Data in this exercise section start

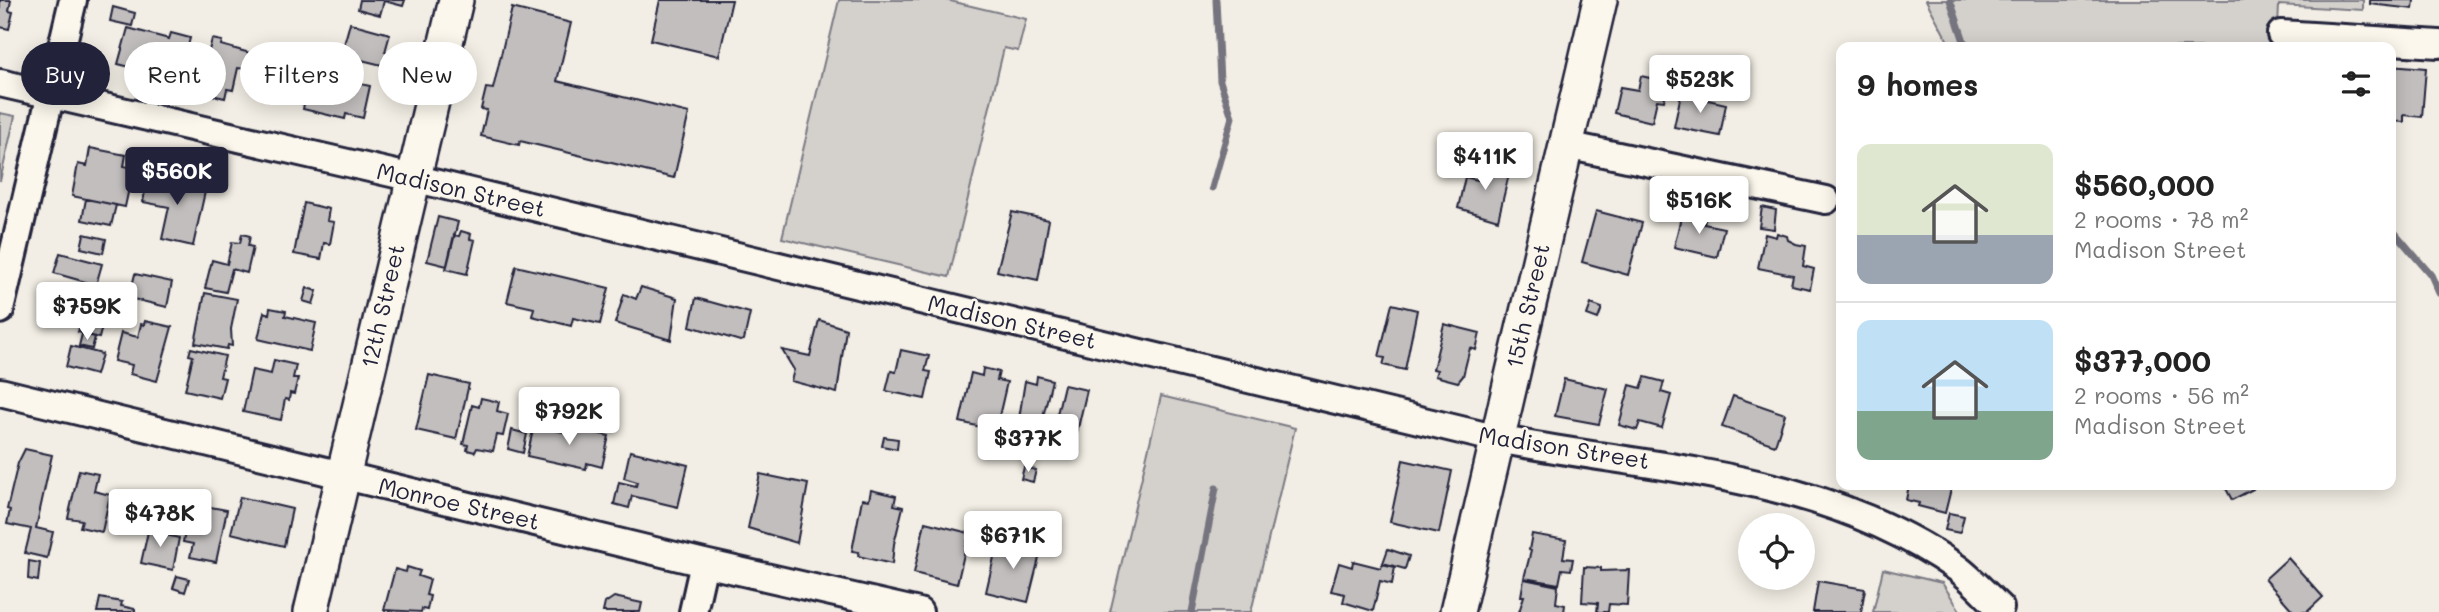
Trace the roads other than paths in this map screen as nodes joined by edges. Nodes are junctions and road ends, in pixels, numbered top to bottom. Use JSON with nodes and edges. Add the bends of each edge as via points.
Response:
{"nodes":[{"id":1,"x":73,"y":0,"type":"edge"},
{"id":2,"x":457,"y":0,"type":"edge"},
{"id":3,"x":1600,"y":0,"type":"edge"},
{"id":4,"x":2281,"y":34,"type":"dead end"},
{"id":5,"x":63,"y":42,"type":"edge"},
{"id":6,"x":2439,"y":44,"type":"edge"},
{"id":7,"x":0,"y":83,"type":"edge"},
{"id":8,"x":21,"y":88,"type":"edge"},
{"id":9,"x":48,"y":105,"type":"edge"},
{"id":10,"x":94,"y":105,"type":"edge"},
{"id":11,"x":1566,"y":145,"type":"junction"},
{"id":12,"x":413,"y":178,"type":"junction"},
{"id":13,"x":1826,"y":200,"type":"dead end"},
{"id":14,"x":0,"y":310,"type":"edge"},
{"id":15,"x":0,"y":392,"type":"edge"},
{"id":16,"x":1498,"y":439,"type":"junction"},
{"id":17,"x":343,"y":476,"type":"junction"},
{"id":18,"x":704,"y":563,"type":"junction"},
{"id":19,"x":2000,"y":608,"type":"dead end"},
{"id":20,"x":311,"y":612,"type":"edge"},
{"id":21,"x":693,"y":612,"type":"edge"},
{"id":22,"x":919,"y":612,"type":"edge"},
{"id":23,"x":1457,"y":612,"type":"edge"}],
"edges":[{"from":1,"to":5,"type":"street"},
{"from":2,"to":12,"type":"street","name":"12th Street"},
{"from":3,"to":11,"type":"street","name":"15th Street"},
{"from":4,"to":6,"type":"street"},
{"from":7,"to":8,"type":"street","name":"Madison Street"},
{"from":9,"to":14,"type":"street"},
{"from":10,"to":12,"type":"street","name":"Madison Street"},
{"from":11,"to":13,"type":"street"},
{"from":11,"to":16,"type":"street","name":"15th Street"},
{"from":12,"to":16,"type":"street","name":"Madison Street"},
{"from":12,"to":17,"type":"street","name":"12th Street"},
{"from":15,"to":17,"type":"street","name":"Monroe Street"},
{"from":16,"to":19,"type":"street","name":"Madison Street","via":[[1672,466],[1834,505],[1958,569]]},
{"from":16,"to":23,"type":"street","name":"15th Street"},
{"from":17,"to":18,"type":"street","name":"Monroe Street"},
{"from":17,"to":20,"type":"street","name":"12th Street"},
{"from":18,"to":21,"type":"street"},
{"from":18,"to":22,"type":"street","name":"Monroe Street"}]}
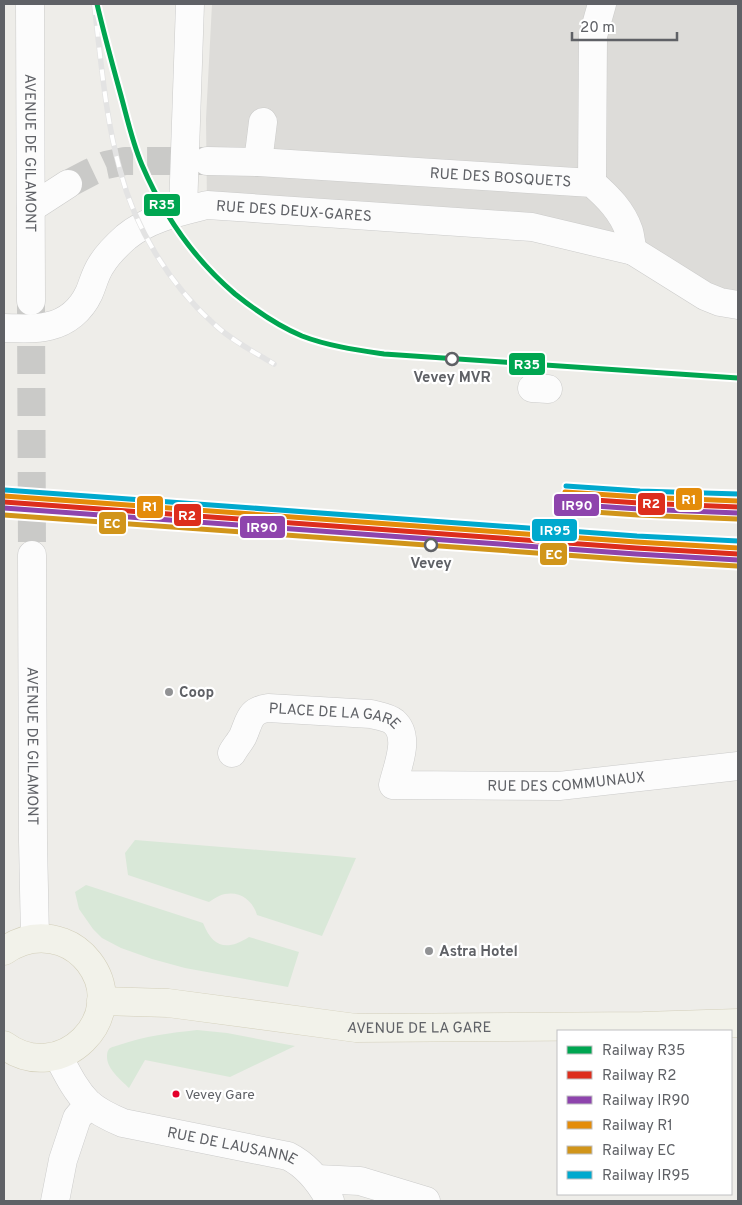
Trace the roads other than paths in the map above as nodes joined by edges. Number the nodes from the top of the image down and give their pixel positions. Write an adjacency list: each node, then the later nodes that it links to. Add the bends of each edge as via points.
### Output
1 (30, 4): 9 (street, AVENUE DE GILAMONT)
2 (190, 4): 10 (street)
3 (602, 4): 8 (street, via 593,36)
4 (263, 122): 6 (street)
5 (207, 161): 6 (street, RUE DES BOSQUETS)
6 (258, 162): 8 (street, RUE DES BOSQUETS)
7 (68, 184): 9 (street)
8 (592, 184): 11 (street, RUE DES BOSQUETS, via 616,206 629,231)
9 (32, 208): 12 (street, AVENUE DE GILAMONT)
10 (183, 210): 11 (street, RUE DES DEUX-GARES, via 207,205 532,227); 14 (street, RUE DES DEUX-GARES, via 141,227 114,249 101,265 82,306 71,316 49,326)
11 (633, 251): 13 (street, via 705,296)
12 (31, 301)
13 (738, 305)
14 (4, 328)
15 (32, 555): 19 (street, AVENUE DE GILAMONT)
16 (232, 753): 18 (street, PLACE DE LA GARE, via 249,718 258,710 372,714 394,722 402,734 402,750)
17 (738, 766): 18 (street, RUE DES COMMUNAUX, via 559,786)
18 (393, 785)
19 (35, 938): 20 (main road); 21 (main road, via 53,939 83,955 100,984)
20 (4, 951)
21 (101, 1001): 22 (main road, AVENUE DE LA GARE, via 168,1003 356,1028); 24 (main road, via 97,1020 88,1035 74,1048)
22 (738, 1023)
23 (4, 1045): 24 (main road, via 26,1056)
24 (58, 1056): 25 (street, RUE DE LAUSANNE, via 74,1086)
25 (89, 1104): 26 (street, RUE DE LAUSANNE, via 123,1123 288,1156 306,1167); 27 (street, via 77,1118 63,1160)
26 (323, 1190): 28 (street, RUE DE LAUSANNE, via 360,1181)
27 (55, 1201)
28 (426, 1201)

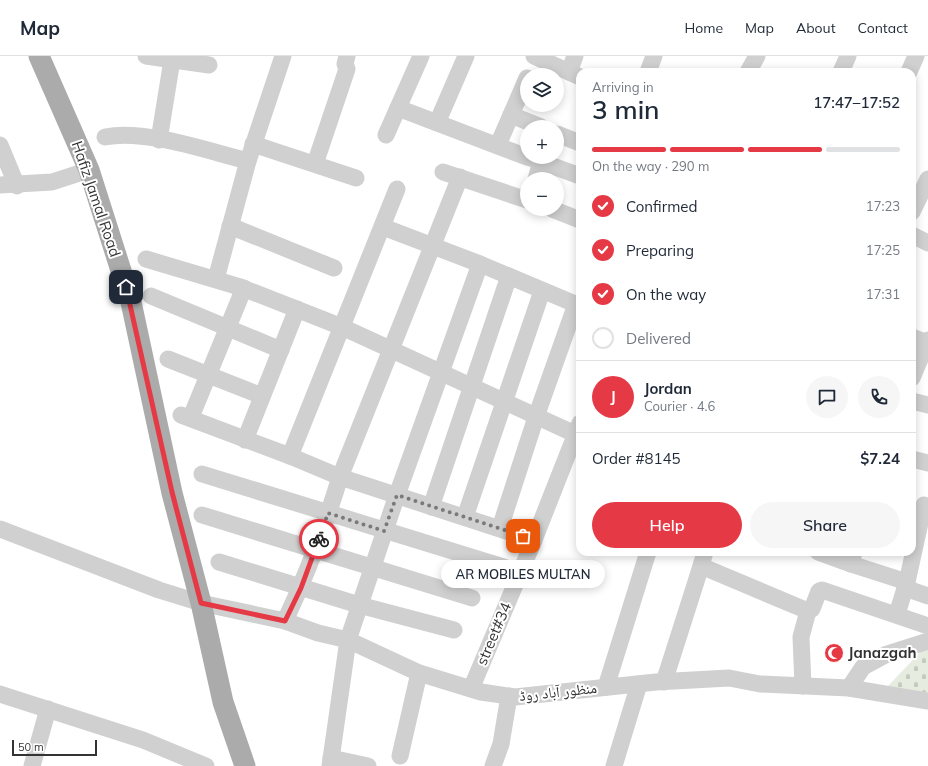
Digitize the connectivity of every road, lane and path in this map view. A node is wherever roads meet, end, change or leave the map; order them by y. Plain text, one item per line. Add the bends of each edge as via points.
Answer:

Data in this exercise section end

> **What needs to be done**
Exactness is what counts here: copy each entry as given and omit its pictures.

> **Exercise response**
Trace the roads other than paths in this map screen as nodes joined by edges. Nodes are junctions and road ends, in pixels, numbered top to bottom. Use JSON with nodes and edges. Add the bends of each edge as via points.
Response:
{"nodes":[{"id":1,"x":73,"y":0,"type":"edge"},
{"id":2,"x":457,"y":0,"type":"edge"},
{"id":3,"x":1600,"y":0,"type":"edge"},
{"id":4,"x":2281,"y":34,"type":"dead end"},
{"id":5,"x":63,"y":42,"type":"edge"},
{"id":6,"x":2439,"y":44,"type":"edge"},
{"id":7,"x":0,"y":83,"type":"edge"},
{"id":8,"x":21,"y":88,"type":"edge"},
{"id":9,"x":48,"y":105,"type":"edge"},
{"id":10,"x":94,"y":105,"type":"edge"},
{"id":11,"x":1566,"y":145,"type":"junction"},
{"id":12,"x":413,"y":178,"type":"junction"},
{"id":13,"x":1826,"y":200,"type":"dead end"},
{"id":14,"x":0,"y":310,"type":"edge"},
{"id":15,"x":0,"y":392,"type":"edge"},
{"id":16,"x":1498,"y":439,"type":"junction"},
{"id":17,"x":343,"y":476,"type":"junction"},
{"id":18,"x":704,"y":563,"type":"junction"},
{"id":19,"x":2000,"y":608,"type":"dead end"},
{"id":20,"x":311,"y":612,"type":"edge"},
{"id":21,"x":693,"y":612,"type":"edge"},
{"id":22,"x":919,"y":612,"type":"edge"},
{"id":23,"x":1457,"y":612,"type":"edge"}],
"edges":[{"from":1,"to":5,"type":"street"},
{"from":2,"to":12,"type":"street","name":"12th Street"},
{"from":3,"to":11,"type":"street","name":"15th Street"},
{"from":4,"to":6,"type":"street"},
{"from":7,"to":8,"type":"street","name":"Madison Street"},
{"from":9,"to":14,"type":"street"},
{"from":10,"to":12,"type":"street","name":"Madison Street"},
{"from":11,"to":13,"type":"street"},
{"from":11,"to":16,"type":"street","name":"15th Street"},
{"from":12,"to":16,"type":"street","name":"Madison Street"},
{"from":12,"to":17,"type":"street","name":"12th Street"},
{"from":15,"to":17,"type":"street","name":"Monroe Street"},
{"from":16,"to":19,"type":"street","name":"Madison Street","via":[[1672,466],[1834,505],[1958,569]]},
{"from":16,"to":23,"type":"street","name":"15th Street"},
{"from":17,"to":18,"type":"street","name":"Monroe Street"},
{"from":17,"to":20,"type":"street","name":"12th Street"},
{"from":18,"to":21,"type":"street"},
{"from":18,"to":22,"type":"street","name":"Monroe Street"}]}
Trace the roads other than paths in the map above as nodes joined by edges. Number the nodes from the top of the image down and give their pixel positions. Write an adjacency list: each node, then the later nodes that it links to. Add the bends of each edge as via points.
### Output
1 (30, 4): 9 (street, AVENUE DE GILAMONT)
2 (190, 4): 10 (street)
3 (602, 4): 8 (street, via 593,36)
4 (263, 122): 6 (street)
5 (207, 161): 6 (street, RUE DES BOSQUETS)
6 (258, 162): 8 (street, RUE DES BOSQUETS)
7 (68, 184): 9 (street)
8 (592, 184): 11 (street, RUE DES BOSQUETS, via 616,206 629,231)
9 (32, 208): 12 (street, AVENUE DE GILAMONT)
10 (183, 210): 11 (street, RUE DES DEUX-GARES, via 207,205 532,227); 14 (street, RUE DES DEUX-GARES, via 141,227 114,249 101,265 82,306 71,316 49,326)
11 (633, 251): 13 (street, via 705,296)
12 (31, 301)
13 (738, 305)
14 (4, 328)
15 (32, 555): 19 (street, AVENUE DE GILAMONT)
16 (232, 753): 18 (street, PLACE DE LA GARE, via 249,718 258,710 372,714 394,722 402,734 402,750)
17 (738, 766): 18 (street, RUE DES COMMUNAUX, via 559,786)
18 (393, 785)
19 (35, 938): 20 (main road); 21 (main road, via 53,939 83,955 100,984)
20 (4, 951)
21 (101, 1001): 22 (main road, AVENUE DE LA GARE, via 168,1003 356,1028); 24 (main road, via 97,1020 88,1035 74,1048)
22 (738, 1023)
23 (4, 1045): 24 (main road, via 26,1056)
24 (58, 1056): 25 (street, RUE DE LAUSANNE, via 74,1086)
25 (89, 1104): 26 (street, RUE DE LAUSANNE, via 123,1123 288,1156 306,1167); 27 (street, via 77,1118 63,1160)
26 (323, 1190): 28 (street, RUE DE LAUSANNE, via 360,1181)
27 (55, 1201)
28 (426, 1201)

Digitize the connectivity of every road, lane and path in this map view. A node is wherever roads meet, end, change or leave the map; order them by y. Plain text, one item per line. Add the bends of each edge as via points.
Answer:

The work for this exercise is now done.